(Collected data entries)
#####
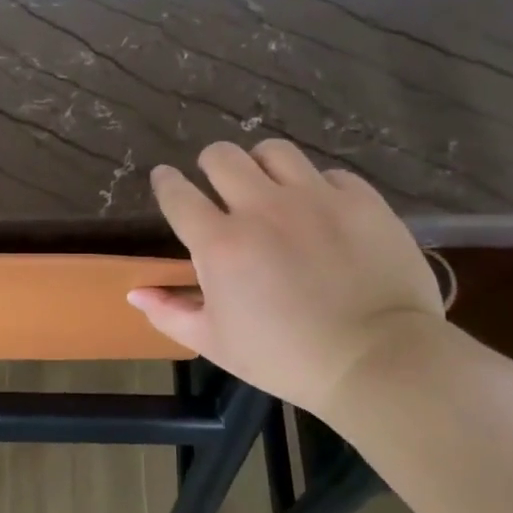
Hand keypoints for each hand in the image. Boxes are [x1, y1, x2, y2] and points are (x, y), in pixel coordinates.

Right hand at [128, 140, 442, 415]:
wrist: (377, 361)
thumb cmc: (285, 358)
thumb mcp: (215, 343)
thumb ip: (170, 313)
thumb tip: (136, 293)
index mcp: (220, 244)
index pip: (177, 194)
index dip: (166, 183)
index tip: (166, 180)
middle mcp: (262, 208)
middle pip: (221, 156)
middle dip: (210, 165)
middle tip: (218, 186)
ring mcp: (314, 198)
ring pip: (274, 151)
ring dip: (260, 165)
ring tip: (267, 186)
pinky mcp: (360, 200)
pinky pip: (327, 173)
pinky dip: (315, 186)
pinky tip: (319, 210)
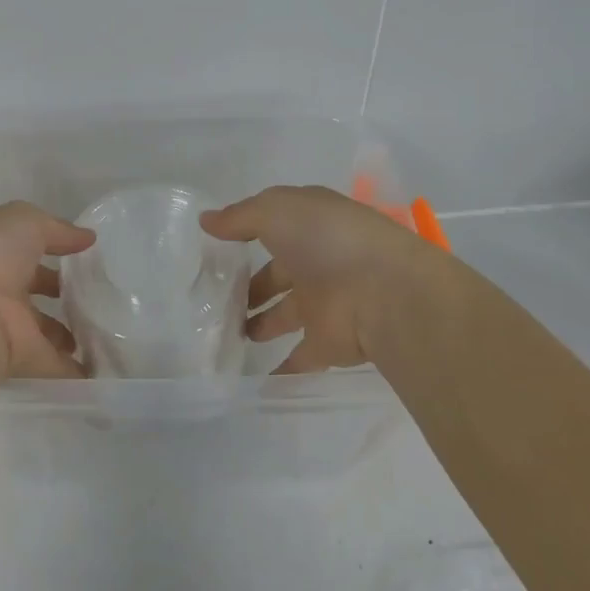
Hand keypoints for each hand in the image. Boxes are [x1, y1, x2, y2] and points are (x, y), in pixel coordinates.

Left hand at [0, 201, 95, 380]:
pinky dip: (77, 369)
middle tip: (97, 293)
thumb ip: (57, 229)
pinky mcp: (22, 359)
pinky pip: (55, 365)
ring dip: (69, 332)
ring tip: (105, 328)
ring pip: (45, 330)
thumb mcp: (25, 222)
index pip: (26, 251)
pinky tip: (103, 366)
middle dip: (61, 293)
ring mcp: (9, 327)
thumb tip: (87, 238)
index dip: (52, 249)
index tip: (83, 254)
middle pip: (34, 291)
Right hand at [201, 186, 436, 373]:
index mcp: (311, 224)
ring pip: (285, 315)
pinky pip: (299, 357)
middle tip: (214, 301)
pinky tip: (251, 379)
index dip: (248, 232)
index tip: (216, 247)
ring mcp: (325, 303)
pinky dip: (280, 369)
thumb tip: (206, 221)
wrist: (382, 293)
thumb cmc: (327, 240)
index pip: (275, 226)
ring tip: (224, 335)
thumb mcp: (276, 211)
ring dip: (260, 324)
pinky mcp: (329, 343)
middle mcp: (319, 261)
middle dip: (252, 287)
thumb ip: (239, 217)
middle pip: (278, 274)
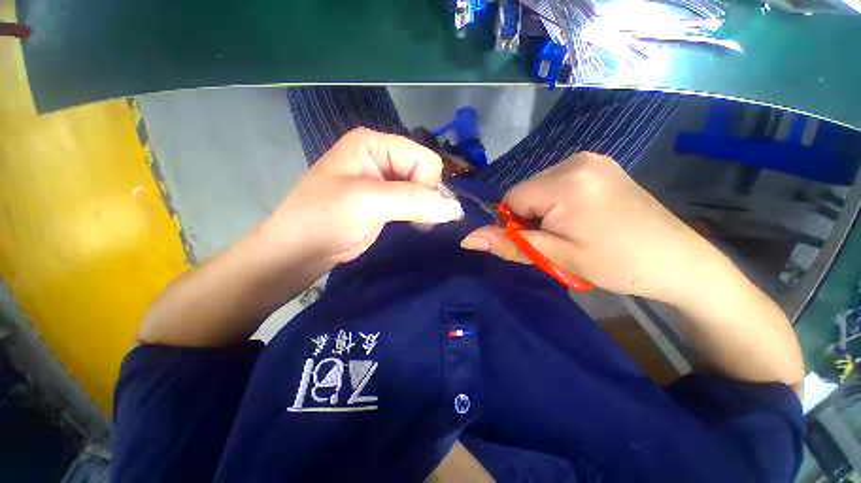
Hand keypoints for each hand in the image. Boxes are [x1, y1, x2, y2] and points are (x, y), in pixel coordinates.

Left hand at [262, 128, 463, 264]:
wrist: (302, 249)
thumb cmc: (325, 218)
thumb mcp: (368, 202)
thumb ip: (413, 201)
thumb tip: (456, 208)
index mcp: (373, 143)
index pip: (421, 157)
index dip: (429, 182)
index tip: (425, 208)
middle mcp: (381, 157)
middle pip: (424, 171)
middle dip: (428, 194)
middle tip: (421, 217)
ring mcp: (385, 180)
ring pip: (422, 188)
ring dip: (426, 206)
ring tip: (420, 222)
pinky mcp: (387, 200)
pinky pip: (415, 201)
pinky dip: (421, 212)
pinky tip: (417, 223)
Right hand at [461, 152, 720, 303]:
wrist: (677, 261)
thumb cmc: (615, 263)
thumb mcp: (555, 256)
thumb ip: (507, 244)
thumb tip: (466, 239)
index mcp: (565, 181)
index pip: (511, 199)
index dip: (517, 225)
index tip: (541, 243)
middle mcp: (576, 160)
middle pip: (525, 192)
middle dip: (532, 218)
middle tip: (560, 241)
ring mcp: (591, 159)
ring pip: (539, 189)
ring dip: (544, 212)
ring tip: (574, 232)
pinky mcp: (599, 166)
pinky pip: (558, 184)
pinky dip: (558, 203)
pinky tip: (583, 218)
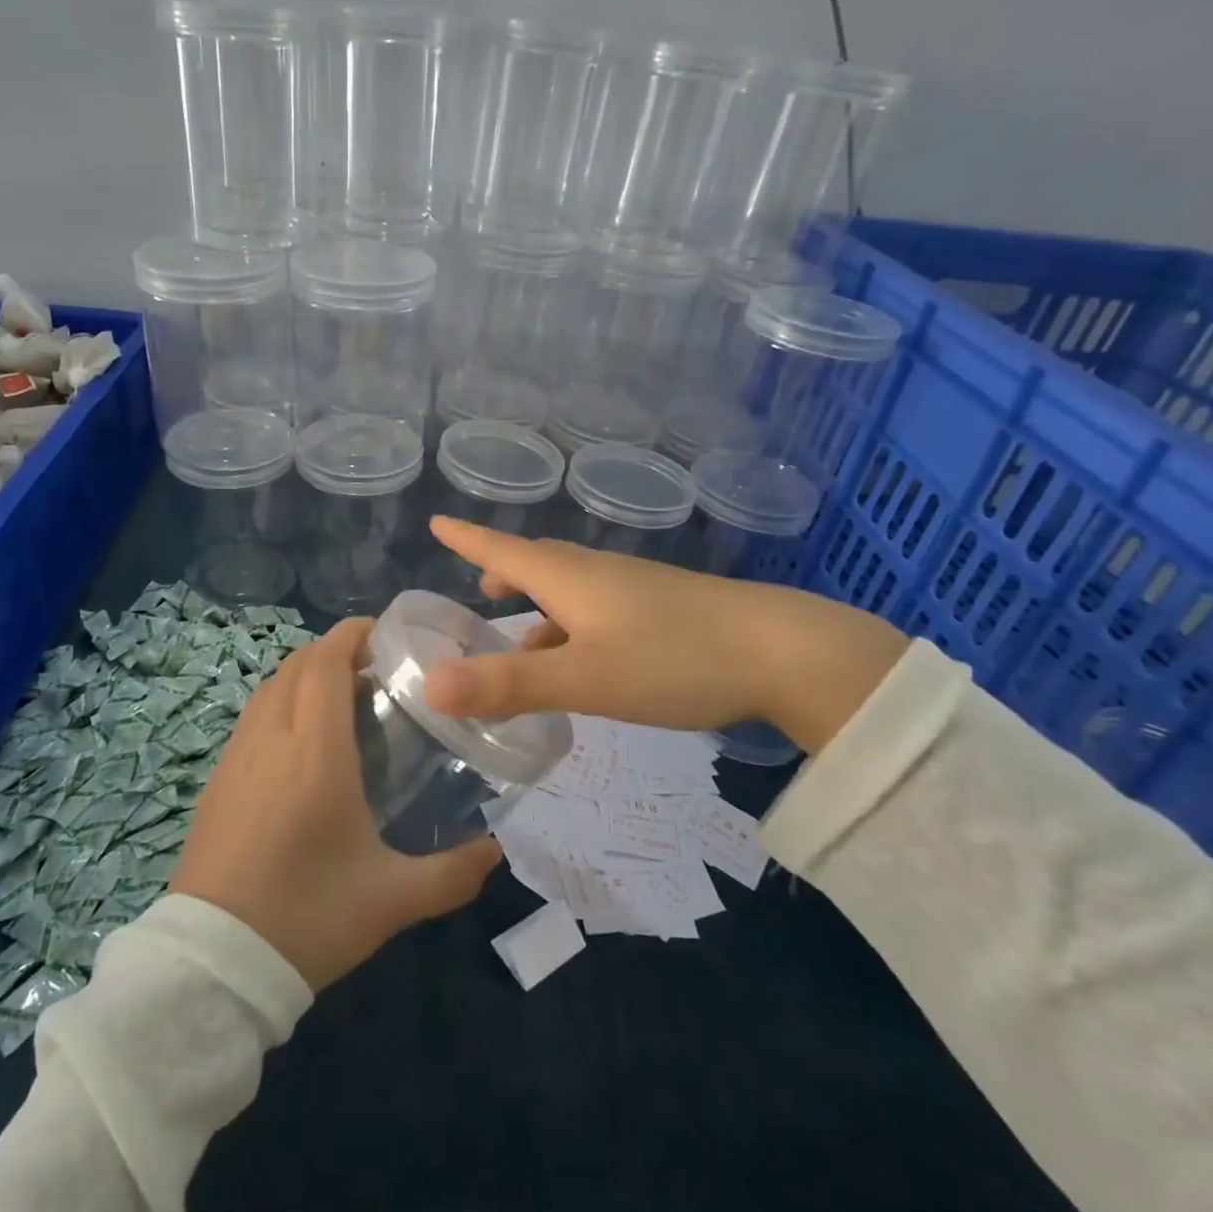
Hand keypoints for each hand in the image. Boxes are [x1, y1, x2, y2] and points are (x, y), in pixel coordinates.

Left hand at [171, 617, 503, 991]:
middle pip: (298, 665)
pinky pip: (252, 716)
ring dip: (304, 673)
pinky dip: (279, 701)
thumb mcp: (392, 900)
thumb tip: (497, 851)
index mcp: (316, 754)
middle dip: (334, 650)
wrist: (213, 965)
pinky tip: (300, 739)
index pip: (326, 663)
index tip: (384, 633)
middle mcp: (272, 740)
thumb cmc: (308, 919)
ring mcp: (236, 757)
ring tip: (342, 695)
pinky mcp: (217, 779)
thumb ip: (453, 874)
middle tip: (375, 666)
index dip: (353, 634)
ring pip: (270, 686)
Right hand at [421, 517, 907, 753]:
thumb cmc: (674, 659)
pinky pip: (599, 610)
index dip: (468, 540)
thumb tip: (430, 687)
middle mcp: (597, 573)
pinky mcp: (663, 610)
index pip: (502, 551)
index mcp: (569, 578)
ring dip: (540, 607)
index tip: (437, 523)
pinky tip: (586, 663)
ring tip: (524, 645)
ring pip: (571, 590)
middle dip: (504, 573)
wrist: (782, 651)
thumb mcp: (585, 678)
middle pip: (538, 564)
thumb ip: (510, 685)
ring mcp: (635, 590)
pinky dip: (574, 628)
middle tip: (481, 591)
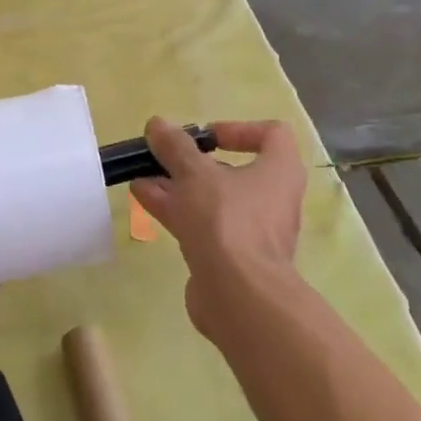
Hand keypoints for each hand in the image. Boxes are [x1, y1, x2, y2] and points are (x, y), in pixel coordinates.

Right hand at [129, 117, 305, 342]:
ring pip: (213, 198)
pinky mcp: (233, 257)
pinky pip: (205, 224)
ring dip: (178, 185)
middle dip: (193, 161)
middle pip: (233, 169)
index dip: (237, 129)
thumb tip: (157, 124)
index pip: (271, 135)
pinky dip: (178, 209)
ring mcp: (253, 230)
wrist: (238, 296)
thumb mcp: (195, 174)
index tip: (205, 137)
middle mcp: (272, 198)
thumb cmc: (227, 220)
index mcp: (279, 170)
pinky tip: (144, 199)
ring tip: (141, 175)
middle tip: (163, 156)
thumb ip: (175, 147)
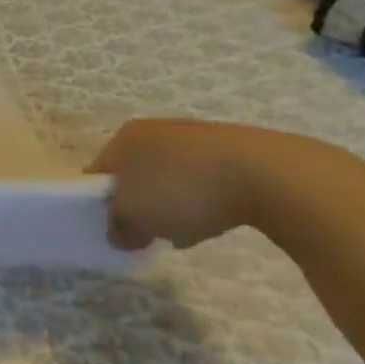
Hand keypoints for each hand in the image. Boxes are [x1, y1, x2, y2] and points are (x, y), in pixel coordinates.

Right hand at [88, 118, 337, 251]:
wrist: (265, 175)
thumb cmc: (182, 190)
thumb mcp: (135, 216)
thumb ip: (117, 226)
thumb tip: (118, 233)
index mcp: (124, 137)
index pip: (100, 172)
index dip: (102, 204)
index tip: (116, 231)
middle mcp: (154, 130)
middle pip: (134, 175)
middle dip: (139, 205)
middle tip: (149, 234)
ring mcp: (194, 137)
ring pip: (169, 178)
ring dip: (171, 205)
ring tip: (186, 232)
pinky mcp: (230, 151)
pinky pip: (203, 181)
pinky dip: (203, 201)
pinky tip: (216, 221)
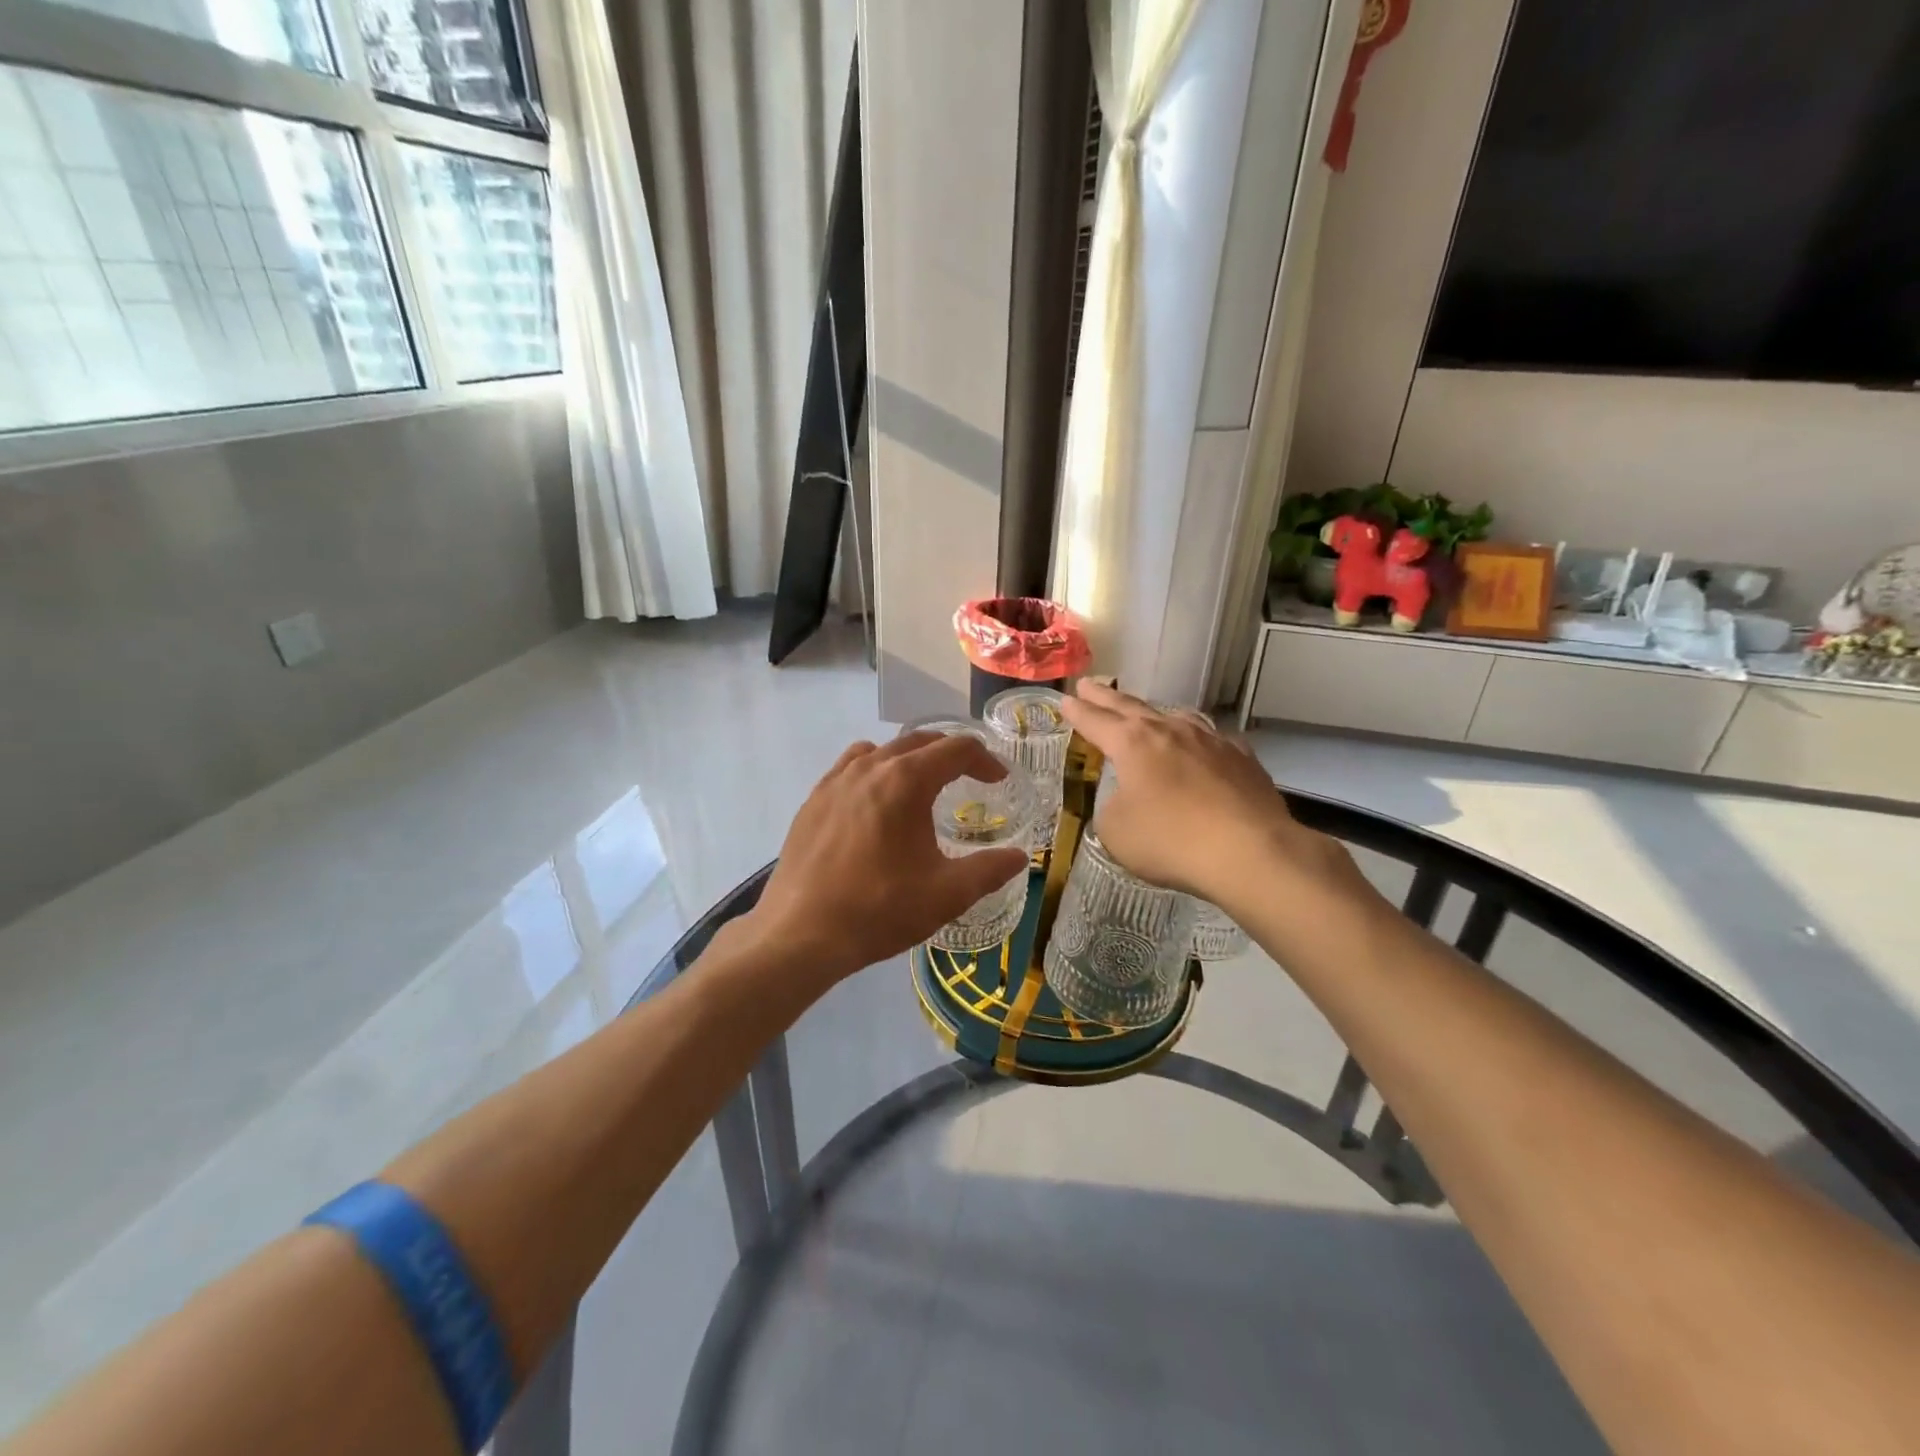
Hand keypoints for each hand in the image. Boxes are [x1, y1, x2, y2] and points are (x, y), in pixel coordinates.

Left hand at [740, 732, 1031, 986]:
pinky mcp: (813, 799)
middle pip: (919, 742)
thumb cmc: (879, 910)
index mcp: (905, 780)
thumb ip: (989, 870)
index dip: (985, 760)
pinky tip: (875, 803)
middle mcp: (870, 767)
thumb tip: (1020, 857)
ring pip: (883, 751)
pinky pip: (851, 767)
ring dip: (911, 759)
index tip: (998, 780)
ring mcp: (835, 780)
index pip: (955, 749)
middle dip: (950, 755)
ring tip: (923, 787)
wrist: (799, 933)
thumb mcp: (946, 894)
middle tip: (970, 778)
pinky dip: (874, 770)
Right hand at [1059, 682, 1359, 908]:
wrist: (1250, 851)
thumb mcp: (1116, 832)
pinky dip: (1196, 739)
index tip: (1065, 700)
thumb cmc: (1170, 841)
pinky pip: (1211, 739)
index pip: (1095, 721)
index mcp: (1132, 743)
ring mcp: (1210, 739)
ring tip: (1145, 712)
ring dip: (1153, 713)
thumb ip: (1111, 808)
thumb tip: (1126, 800)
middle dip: (1105, 697)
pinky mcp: (1242, 757)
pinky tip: (1201, 746)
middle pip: (1130, 707)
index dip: (1077, 712)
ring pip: (1175, 716)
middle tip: (1089, 684)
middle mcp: (1170, 730)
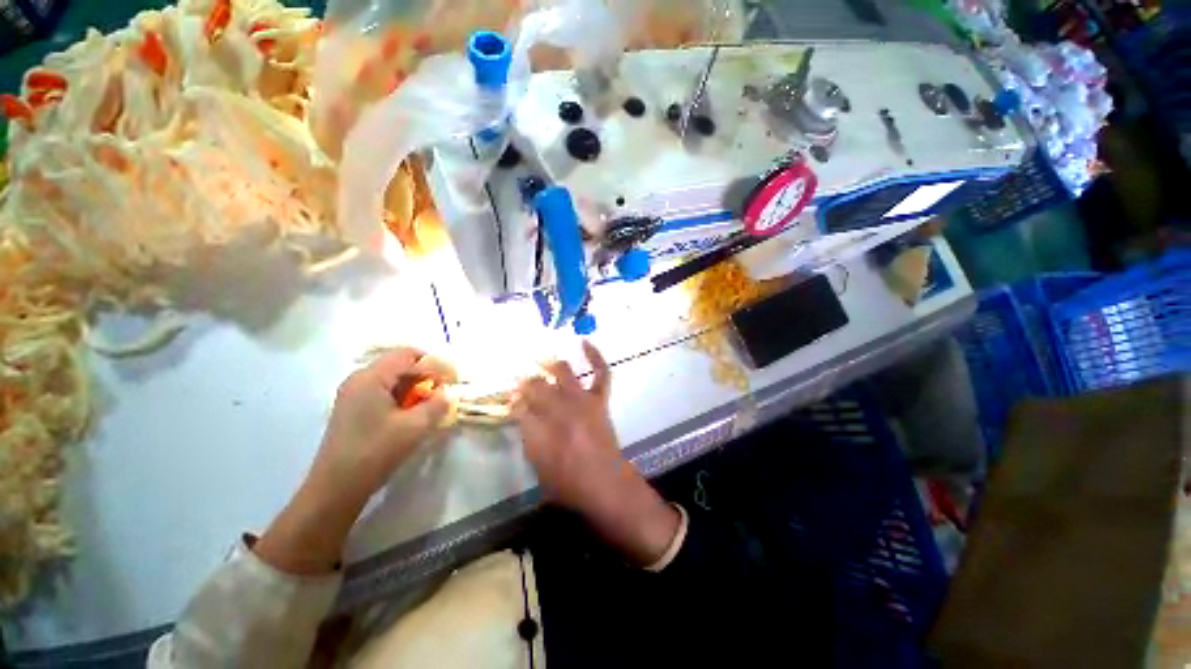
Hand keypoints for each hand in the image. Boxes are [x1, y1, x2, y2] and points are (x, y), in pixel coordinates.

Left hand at [256, 348, 454, 574]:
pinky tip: (411, 414)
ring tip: (430, 404)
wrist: (336, 488)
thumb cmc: (375, 452)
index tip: (452, 379)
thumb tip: (449, 392)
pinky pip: (383, 391)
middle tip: (443, 392)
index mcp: (371, 377)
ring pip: (392, 379)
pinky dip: (402, 397)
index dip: (434, 363)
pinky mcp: (352, 409)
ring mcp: (353, 394)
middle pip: (399, 364)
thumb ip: (437, 404)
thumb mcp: (415, 427)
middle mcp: (359, 379)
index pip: (408, 354)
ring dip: (414, 387)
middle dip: (425, 375)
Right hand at [514, 342, 679, 565]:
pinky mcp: (598, 400)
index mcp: (539, 429)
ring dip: (549, 365)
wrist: (606, 485)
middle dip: (525, 382)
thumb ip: (527, 437)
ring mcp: (581, 401)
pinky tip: (584, 342)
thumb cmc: (568, 484)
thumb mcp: (538, 466)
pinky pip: (600, 373)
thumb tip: (521, 412)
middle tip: (519, 381)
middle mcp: (558, 409)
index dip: (512, 399)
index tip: (509, 397)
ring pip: (562, 373)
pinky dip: (595, 356)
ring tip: (540, 359)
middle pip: (537, 386)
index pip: (518, 405)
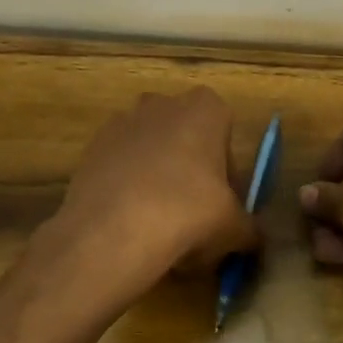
#####
* _TASK GOAL_: Write out again, exactly, each line from the one containing "thumb mcp: (415, 427)" through the last line of the entries, and omit every picture.

* _SOLUTION FOR THIS EXERCISE_:
thumb mcp: (415, 427)
middle mcp: (359, 379)
index pip: (408, 354)
ring dip: (414, 387)
middle dip: (425, 375)
Right hand at [514, 342, 679, 565]:
pinky mcp: (598, 400)
index mcp: (539, 429)
ring dip: (549, 365)
wrist: (606, 485)
middle dip: (525, 382)
thumb ip: (527, 437)
ring mcp: (581, 401)
pinky tip: (584, 342)
thumb cmc: (568, 484)
thumb mcp: (538, 466)
pinky pip: (600, 373)
thumb tip: (521, 412)
middle tip: (519, 381)
middle mcp: (558, 409)
index dip: (512, 399)
index tip: (509, 397)
ring pip: (562, 373)
pinky dip: (595, 356)
ring tip: (540, 359)
middle pip: (537, 386)
index pip: (518, 405)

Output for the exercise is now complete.